Галстуками в новелле «Попрыгунья» (1892) «увязаны» муж и любовник, Дымов и Рябовский. «Завязывание галстука» органично в списке талантов, которыми обладает Ольга Ивановна: «...все у нее выходило необыкновенно художественно, грациозно и мило» (VIII, с. 10). «Завязывание галстука» здесь как артистичное охомутание без отяжеляющих последствий.

Контраст мужа и любовника (оппозиция обыкновенный/необыкновенный) обозначается в манере одеваться каждого и в их вкусах. Рябовский следует моде, обновляет свой костюм, любуясь собой («...в последний раз он приходил к ней в каком-то сером сюртучке с искрами и в новом галстуке и спрашивал томно: «Я красив?»», VIII, с. 22), костюм Дымова органичен и незаметен.

В «дачном» эпизоде Ольга Ивановна пока еще завязывает Дымову галстук, но делает это почти машинально, сопровождая длинными разговорами о предстоящем дачном событии, отправив мужа в город за розовым платьем, цветами и перчатками. В эпизоде, когда Дымов сообщает о защите диссертации, Ольга Ивановна уже не завязывает галстук. «Белый галстук» завязан самостоятельно, и это знак абсолютного отчуждения супругов друг от друга. Так, галстук становится символическим выражением петли, затягивающей Дымова в профессию, жертвой которой он оказался.

Вариации судеб, сопряженных с галстуком, мерцают, отражаясь друг в друге. Это подобие пушкинских «возможных» сюжетов в романе «Евгений Онегин», оставшихся нереализованными, «текучими» на фоне отвердевших, состоявшихся.

Галстук присутствует в повести «Дуэль». Сочувствуя Лаевскому, Марья Константиновна упрекает Надежду Федоровну в безалаберности: «Бедному Ивану Андреичу тоже никто не завяжет галстука, как следует, и по белью, и по сапогам бедняжки видно, что дома за ним никто не смотрит» (VIII, с. 404). Неустроенность, хаос отношений выражаются, в том числе, и в незавязывании галстука.

Акт завязывания галстука прочитывается в повести неоднозначно. С одной стороны, в галстуке скрыт страх Лаевского перед женитьбой5. Этот страх присутствует в его снах, иронично пересказанных фон Кореном (насильственно женят на луне, вызывают в полицию и предлагают жениться на гитаре). Страх охомутания — в желании бежать в Петербург после известия о смерти мужа сожительницы, чтоб спастись от ставшей ненавистной ему женщины.

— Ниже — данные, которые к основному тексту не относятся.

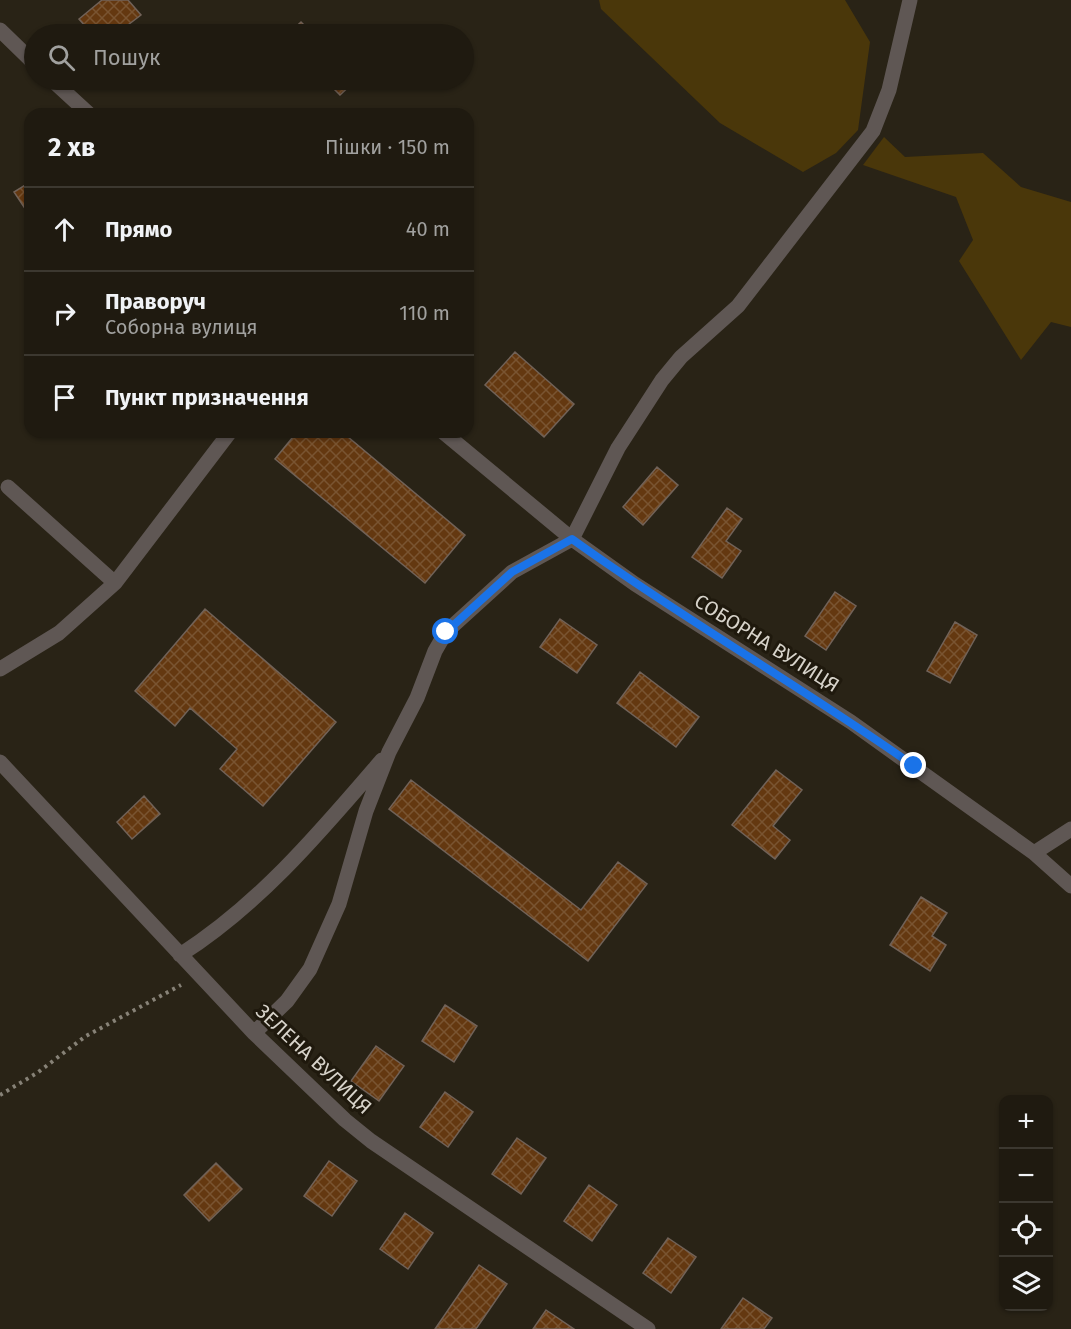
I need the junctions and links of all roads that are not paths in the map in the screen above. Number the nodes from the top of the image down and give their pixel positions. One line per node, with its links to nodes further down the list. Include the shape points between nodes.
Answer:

Неумение Надежды Федоровны завязывать галстук связано, скорее, с неопределенностью ее положения — не жена и не любовница. Нежность, которой она исполнена в момент («Перед тем, как идти в гости, она завязала Лаевскому галстук, и это пустое дело наполнило ее душу нежностью и печалью», VIII, с. 416), — предчувствие конца: «Тревога на его лице, рассеянные взгляды, бледность и непонятная перемена, происшедшая с ним в последнее время, и то, что она имела от него страшную, отвратительную тайну, и то, что у нее дрожали руки, когда она завязывала галстук, — все это почему-то говорило ей, что им обоим уже недолго осталось жить вместе» (VIII, с. 416). «Узел», созидаемый дрожащими руками, несет семантику не соединения, а разъединения. Т. Михайлова отмечает мифопоэтический подтекст эпизодов с галстуком (узел расшифрован через мифологему нити6): спасительная нить Ариадны, с помощью которой Тезей выбрался из лабиринта, и нить человеческой судьбы, плетущаяся и обрезанная Мойрами-Парками.

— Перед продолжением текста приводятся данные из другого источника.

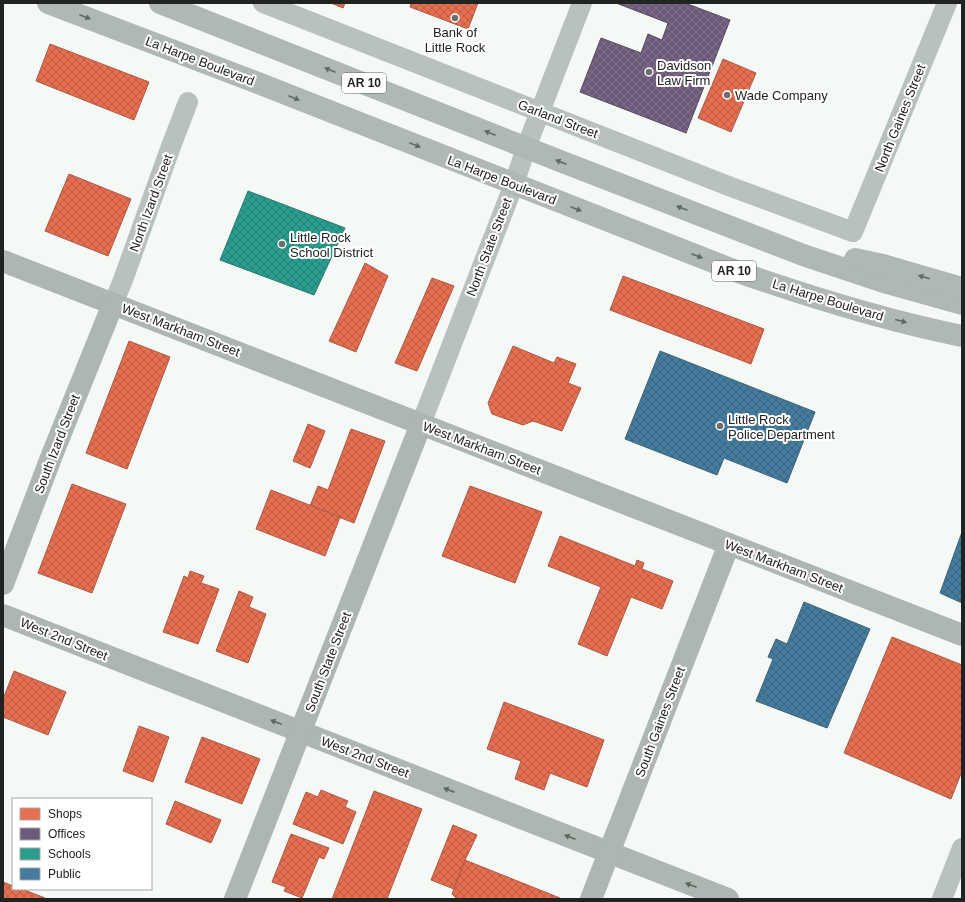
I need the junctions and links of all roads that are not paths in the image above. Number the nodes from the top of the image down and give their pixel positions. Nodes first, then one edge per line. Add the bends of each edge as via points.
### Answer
1 (48, 3) edge
2 (160, 3) edge
3 (263, 3) edge
4 (582, 3) edge
5 (946, 3) edge
6 (188, 102) dead end
7 (540, 112) junction
8 (526, 148) junction
9 (514, 184) junction
10 (853, 232) joint
11 (758, 238) junction
12 (3, 261) edge
13 (962, 288) edge
14 (113, 304) junction
15 (962, 304) edge
16 (962, 336) edge
17 (421, 424) junction
18 (729, 544) junction
19 (3, 584) edge
20 (3, 615) edge
21 (962, 635) edge
22 (301, 732) junction
23 (962, 848) edge
24 (609, 853) junction
25 (236, 899) edge
26 (591, 899) edge
27 (728, 899) edge
28 (942, 899) edge

1 -> 9 main road, La Harpe Boulevard / AR 10
8 -> 2 main road, AR 10
3 - 7 street, Garland Street
4 - 7 street, North State Street
5 - 10 street, North Gaines Street
6 - 14 street, North Izard Street
7 - 8 street, North State Street
7 - 10 street, Garland Street
8 - 9 street, North State Street
11 -> 8 main road, AR 10
9 -> 16 main road, La Harpe Boulevard / AR 10 via 785,288
9 - 17 street, North State Street
13 -> 11 main road via 883,265
11 - 15 main road, AR 10 via 887,283
12 - 14 street, West Markham Street
14 - 17 street, West Markham Street
14 - 19 street, South Izard Street
17 - 18 street, West Markham Street
17 - 22 street, South State Street
18 - 21 street, West Markham Street
18 - 24 street, South Gaines Street
22 -> 20 street, West 2nd Street
24 -> 22 street, West 2nd Street
22 - 25 street, South State Street
23 - 28 street
24 - 26 street, South Gaines Street
27 -> 24 street, West 2nd Street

На наш взгляд, в завязывании Надеждой Федоровной галстука — не столько бытовой, сколько судьбоносный смысл: после страданий Лаевского из-за невозможности бегства с Кавказа, после его истерики и очистительной грозы, ему, наконец, открывается, «что эта несчастная, порочная женщина для него единственный близкий, родной и незаменимый человек» (VIII, с. 440). Этот «узел» оказался прочнее формальных связей, к которым его склоняли окружающие7.

Желтые башмаки

Чеховские персонажи — живописные пятна, об этом говорят многие исследователи. Поясняя роль Лопахина в комедии «Вишневый сад», А.П. Чехов писал Вл. Немировичу-Данченко: «Лопахин — белая жилетка и желтые башмаки, ходит, размахивая руками, широко шагая, во время ходьбы думает, ходит по одной линии» (П XI, с. 294).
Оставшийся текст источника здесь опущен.